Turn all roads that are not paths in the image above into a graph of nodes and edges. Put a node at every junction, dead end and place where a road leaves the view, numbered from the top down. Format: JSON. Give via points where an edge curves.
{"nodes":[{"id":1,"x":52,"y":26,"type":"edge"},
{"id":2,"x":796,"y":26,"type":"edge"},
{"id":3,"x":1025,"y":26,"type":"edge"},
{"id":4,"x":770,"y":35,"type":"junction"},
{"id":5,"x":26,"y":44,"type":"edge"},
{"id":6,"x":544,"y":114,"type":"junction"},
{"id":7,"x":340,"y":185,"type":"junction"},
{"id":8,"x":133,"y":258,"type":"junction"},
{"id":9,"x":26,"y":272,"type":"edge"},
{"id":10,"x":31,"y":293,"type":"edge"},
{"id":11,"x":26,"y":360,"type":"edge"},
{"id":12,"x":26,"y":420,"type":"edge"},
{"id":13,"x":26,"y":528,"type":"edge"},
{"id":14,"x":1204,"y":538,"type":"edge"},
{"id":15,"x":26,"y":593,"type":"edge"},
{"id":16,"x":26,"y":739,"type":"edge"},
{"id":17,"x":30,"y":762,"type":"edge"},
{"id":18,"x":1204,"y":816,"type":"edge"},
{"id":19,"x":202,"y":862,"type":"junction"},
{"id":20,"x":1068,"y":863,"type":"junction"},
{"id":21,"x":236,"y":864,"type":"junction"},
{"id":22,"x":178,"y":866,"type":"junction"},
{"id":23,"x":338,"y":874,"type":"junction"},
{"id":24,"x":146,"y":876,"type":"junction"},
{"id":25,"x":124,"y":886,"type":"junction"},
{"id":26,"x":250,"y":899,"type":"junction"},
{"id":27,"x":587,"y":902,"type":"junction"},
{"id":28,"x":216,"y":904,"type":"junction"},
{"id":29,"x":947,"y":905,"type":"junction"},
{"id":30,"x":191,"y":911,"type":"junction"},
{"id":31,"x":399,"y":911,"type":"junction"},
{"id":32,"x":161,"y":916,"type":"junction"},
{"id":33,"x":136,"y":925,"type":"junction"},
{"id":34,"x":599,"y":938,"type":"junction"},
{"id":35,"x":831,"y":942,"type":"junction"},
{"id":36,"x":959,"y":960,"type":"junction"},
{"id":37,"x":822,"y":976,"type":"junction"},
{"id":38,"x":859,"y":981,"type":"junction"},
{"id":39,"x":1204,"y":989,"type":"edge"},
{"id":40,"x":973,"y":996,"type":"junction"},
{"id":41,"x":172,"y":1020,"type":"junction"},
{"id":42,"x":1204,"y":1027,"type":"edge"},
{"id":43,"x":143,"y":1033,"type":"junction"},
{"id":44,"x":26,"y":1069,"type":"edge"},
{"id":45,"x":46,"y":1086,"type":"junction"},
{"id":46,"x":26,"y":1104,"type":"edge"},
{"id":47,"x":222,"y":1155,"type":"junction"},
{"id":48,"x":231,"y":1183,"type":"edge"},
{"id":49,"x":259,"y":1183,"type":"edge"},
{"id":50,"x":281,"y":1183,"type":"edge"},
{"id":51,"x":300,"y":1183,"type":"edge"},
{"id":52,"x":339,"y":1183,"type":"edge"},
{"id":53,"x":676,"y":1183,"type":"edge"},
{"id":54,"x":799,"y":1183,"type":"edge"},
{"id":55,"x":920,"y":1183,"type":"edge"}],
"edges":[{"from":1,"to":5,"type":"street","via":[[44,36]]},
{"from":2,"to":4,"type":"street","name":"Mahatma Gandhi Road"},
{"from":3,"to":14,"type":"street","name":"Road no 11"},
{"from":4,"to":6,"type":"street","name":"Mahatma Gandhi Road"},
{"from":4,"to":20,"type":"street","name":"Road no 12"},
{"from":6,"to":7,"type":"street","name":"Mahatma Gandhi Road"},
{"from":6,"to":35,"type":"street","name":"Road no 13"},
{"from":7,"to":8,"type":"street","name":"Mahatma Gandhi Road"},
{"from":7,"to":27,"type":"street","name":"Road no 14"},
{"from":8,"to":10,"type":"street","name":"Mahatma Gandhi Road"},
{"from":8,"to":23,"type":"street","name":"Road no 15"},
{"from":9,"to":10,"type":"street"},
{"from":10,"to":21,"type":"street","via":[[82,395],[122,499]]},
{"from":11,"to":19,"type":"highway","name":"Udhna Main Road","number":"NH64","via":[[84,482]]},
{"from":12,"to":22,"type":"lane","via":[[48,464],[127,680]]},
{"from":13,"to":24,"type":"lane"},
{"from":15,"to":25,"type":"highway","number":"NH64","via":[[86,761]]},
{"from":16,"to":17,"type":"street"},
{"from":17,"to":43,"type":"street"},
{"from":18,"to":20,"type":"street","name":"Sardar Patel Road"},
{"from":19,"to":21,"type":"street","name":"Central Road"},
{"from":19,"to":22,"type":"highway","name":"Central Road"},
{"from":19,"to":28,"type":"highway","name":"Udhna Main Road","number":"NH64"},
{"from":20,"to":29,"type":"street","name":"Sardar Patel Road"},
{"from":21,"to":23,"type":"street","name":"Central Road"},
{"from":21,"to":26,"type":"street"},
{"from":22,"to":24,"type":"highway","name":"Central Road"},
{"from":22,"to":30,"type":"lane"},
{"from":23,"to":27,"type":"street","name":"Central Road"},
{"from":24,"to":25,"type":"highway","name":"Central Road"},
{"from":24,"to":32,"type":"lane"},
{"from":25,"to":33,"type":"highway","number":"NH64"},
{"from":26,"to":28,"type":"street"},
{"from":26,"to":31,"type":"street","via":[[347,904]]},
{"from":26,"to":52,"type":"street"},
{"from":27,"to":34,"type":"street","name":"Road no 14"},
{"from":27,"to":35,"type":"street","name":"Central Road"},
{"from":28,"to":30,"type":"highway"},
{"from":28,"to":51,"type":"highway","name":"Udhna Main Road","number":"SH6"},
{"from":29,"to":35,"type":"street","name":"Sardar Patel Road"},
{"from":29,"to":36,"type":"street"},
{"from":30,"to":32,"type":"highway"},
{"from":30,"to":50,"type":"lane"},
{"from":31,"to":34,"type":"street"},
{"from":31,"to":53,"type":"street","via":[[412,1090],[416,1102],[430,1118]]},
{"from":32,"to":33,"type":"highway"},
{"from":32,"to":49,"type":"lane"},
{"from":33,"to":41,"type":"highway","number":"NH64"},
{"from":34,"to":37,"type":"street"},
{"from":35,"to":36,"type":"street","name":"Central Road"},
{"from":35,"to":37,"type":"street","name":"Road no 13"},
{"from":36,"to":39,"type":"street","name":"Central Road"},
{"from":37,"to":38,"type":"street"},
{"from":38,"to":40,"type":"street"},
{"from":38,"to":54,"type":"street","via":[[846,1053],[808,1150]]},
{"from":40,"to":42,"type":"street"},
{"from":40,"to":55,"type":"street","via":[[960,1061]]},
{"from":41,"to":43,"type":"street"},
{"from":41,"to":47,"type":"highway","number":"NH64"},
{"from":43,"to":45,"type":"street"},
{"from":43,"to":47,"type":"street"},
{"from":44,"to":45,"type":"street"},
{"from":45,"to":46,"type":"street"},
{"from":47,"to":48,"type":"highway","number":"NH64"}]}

_ _ _ _ _ _ _

About this exercise =
Give back all the material, with each line exactly as it stands.

Task output =
Turn all roads that are not paths in the image above into a graph of nodes and edges. Put a node at every junction, dead end and place where a road leaves the view, numbered from the top down. Format: JSON. Give via points where an edge curves.
{"nodes":[{"id":1,"x":52,"y":26,"type":"edge"},
{"id":2,"x":796,"y":26,"type":"edge"},
{"id":3,"x":1025,"y":26,"type":"edge"},
{"id":4,"x":770,"y":35,"type":"junction"},
{"id":5,"x":26,"y":44,"type":"edge"},
{"id":6,"x":544,"y":114,"type":"junction"},
{"id":7,"x":340,"y":185,"type":"junction"},
{"id":8,"x":133,"y":258,"type":"junction"},
{"id":9,"x":26,"y":272,"type":"edge"},
{"id":10,"x":31,"y":293,"type":"edge"},
{"id":11,"x":26,"y":360,"type":"edge"},
{"id":12,"x":26,"y":420,"type":"edge"},
{"id":13,"x":26,"y":528,"type":"edge"},
{"id":14,"x":1204,"y":538,"type":"edge"},
{"id":15,"x":26,"y":593,"type":"edge"},
{"id":16,"x":26,"y":739,"type":"edge"},
{"id":17,"x":30,"y":762,"type":"edge"},
{"id":18,"x":1204,"y":816,"type":"edge"},
{"id":19,"x":202,"y":862,"type":"junction"},
{"id":20,"x":1068,"y":863,"type":"junction"},
{"id":21,"x":236,"y":864,"type":"junction"},
{"id":22,"x":178,"y":866,"type":"junction"},
{"id":23,"x":338,"y":874,"type":"junction"},
{"id":24,"x":146,"y":876,"type":"junction"},
{"id":25,"x":124,"y":886,"type":"junction"},
{"id":26,"x":250,"y":899,"type":"junction"},
{"id":27,"x":587,"y":902,"type":"junction"},
{"id":28,"x":216,"y":904,"type":"junction"},
{"id":29,"x":947,"y":905,"type":"junction"},
{"id":30,"x":191,"y":911,"type":"junction"},
{"id":31,"x":399,"y":911,"type":"junction"},
{"id":32,"x":161,"y":916,"type":"junction"},
{"id":33,"x":136,"y":925,"type":"junction"},
{"id":34,"x":599,"y":938,"type":"junction"},
{"id":35,"x":831,"y":942,"type":"junction"},
{"id":36,"x":959,"y":960,"type":"junction"},
{"id":37,"x":822,"y":976,"type":"junction"},
{"id":38,"x":859,"y":981,"type":"junction"},
{"id":39,"x":1204,"y":989,"type":"edge"},
{"id":40,"x":973,"y":996,"type":"junction"},
{"id":41,"x":172,"y":1020,"type":"junction"},
{"id":42,"x":1204,"y":1027,"type":"edge"},
{"id":43,"x":143,"y":1033,"type":"junction"},
{"id":44,"x":26,"y":1069,"type":"edge"},
{"id":45,"x":46,"y":1086,"type":"junction"},
{"id":46,"x":26,"y":1104,"type":"edge"},
{"id":47,"x":222,"y":1155,"type":"junction"},
{"id":48,"x":231,"y":1183,"type":"edge"},
{"id":49,"x":259,"y":1183,"type":"edge"},
{"id":50,"x":281,"y":1183,"type":"edge"},
{"id":51,"x":300,"y":1183,"type":"edge"},
{"id":52,"x":339,"y":1183,"type":"edge"},
{"id":53,"x":676,"y":1183,"type":"edge"},
{"id":54,"x":799,"y":1183,"type":"edge"},
{"id":55,"x":920,"y":1183,"type":"edge"}],
"edges":[{"from":1,"to":5,"type":"street","via":[[44,36]]},
{"from":2,"to":4,"type":"street","name":"Mahatma Gandhi Road"},
{"from":3,"to":14,"type":"street","name":"Road no 11"},
{"from":4,"to":6,"type":"street","name":"Mahatma Gandhi Road"},
{"from":4,"to":20,"type":"street","name":"Road no 12"},
{"from":6,"to":7,"type":"street","name":"Mahatma Gandhi Road"},
{"from":6,"to":35,"type":"street","name":"Road no 13"},
{"from":7,"to":8,"type":"street","name":"Mahatma Gandhi Road"},
{"from":7,"to":27,"type":"street","name":"Road no 14"},
{"from":8,"to":10,"type":"street","name":"Mahatma Gandhi Road"},
{"from":8,"to":23,"type":"street","name":"Road no 15"},
{"from":9,"to":10,"type":"street"},
{"from":10,"to":21,"type":"street","via":[[82,395],[122,499]]},
{"from":11,"to":19,"type":"highway","name":"Udhna Main Road","number":"NH64","via":[[84,482]]},
{"from":12,"to":22,"type":"lane","via":[[48,464],[127,680]]},
{"from":13,"to":24,"type":"lane"},
{"from":15,"to":25,"type":"highway","number":"NH64","via":[[86,761]]},
{"from":16,"to":17,"type":"street"},
{"from":17,"to":43,"type":"street"},
{"from":18,"to":20,"type":"street","name":"Sardar Patel Road"},
{"from":19,"to":21,"type":"street","name":"Central Road"},
{"from":19,"to":22,"type":"highway","name":"Central Road"},
{"from":19,"to":28,"type":"highway","name":"Udhna Main Road","number":"NH64"},
{"from":20,"to":29,"type":"street","name":"Sardar Patel Road"},
{"from":21,"to":23,"type":"street","name":"Central Road"},
{"from":21,"to":26,"type":"street"},
{"from":22,"to":24,"type":"highway","name":"Central Road"},
{"from":22,"to":30,"type":"lane"},
{"from":23,"to":27,"type":"street","name":"Central Road"},
{"from":24,"to":25,"type":"highway","name":"Central Road"},
{"from":24,"to":32,"type":"lane"},
{"from":25,"to":33,"type":"highway","number":"NH64"},
{"from":26,"to":28,"type":"street"},
{"from":26,"to":31,"type":"street","via":[[347,904]]},
{"from":26,"to":52,"type":"street"},
{"from":27,"to":34,"type":"street","name":"Road no 14"},
{"from":27,"to":35,"type":"street","name":"Central Road"},
{"from":28,"to":30,"type":"highway"},
{"from":28,"to":51,"type":"highway","name":"Udhna Main Road","number":"SH6"},
{"from":29,"to":35,"type":"street","name":"Sardar Patel Road"},
{"from":29,"to":36,"type":"street"},
{"from":30,"to":32,"type":"highway"},
{"from":30,"to":50,"type":"lane"},
{"from":31,"to":34,"type":"street"},
{"from":31,"to":53,"type":"street","via":[[412,1090],[416,1102],[430,1118]]},
{"from":32,"to":33,"type":"highway"},
{"from":32,"to":49,"type":"lane"},
{"from":33,"to":41,"type":"highway","number":"NH64"},
{"from":34,"to":37,"type":"street"},
{"from":35,"to":36,"type":"street","name":"Central Road"},
{"from":35,"to":37,"type":"street","name":"Road no 13"},
{"from":36,"to":39,"type":"street","name":"Central Road"},
{"from":37,"to":38,"type":"street"},
{"from":38,"to":40,"type":"street"},
{"from":38,"to":54,"type":"street","via":[[846,1053],[808,1150]]},
{"from":40,"to":42,"type":"street"},
{"from":40,"to":55,"type":"street","via":[[960,1061]]},
{"from":41,"to":43,"type":"street"},
{"from":41,"to":47,"type":"highway","number":"NH64"},
{"from":43,"to":45,"type":"street"},
{"from":43,"to":47,"type":"street"},
{"from":44,"to":45,"type":"street"},
{"from":45,"to":46,"type":"street"},
{"from":47,"to":48,"type":"highway","number":"NH64"}]}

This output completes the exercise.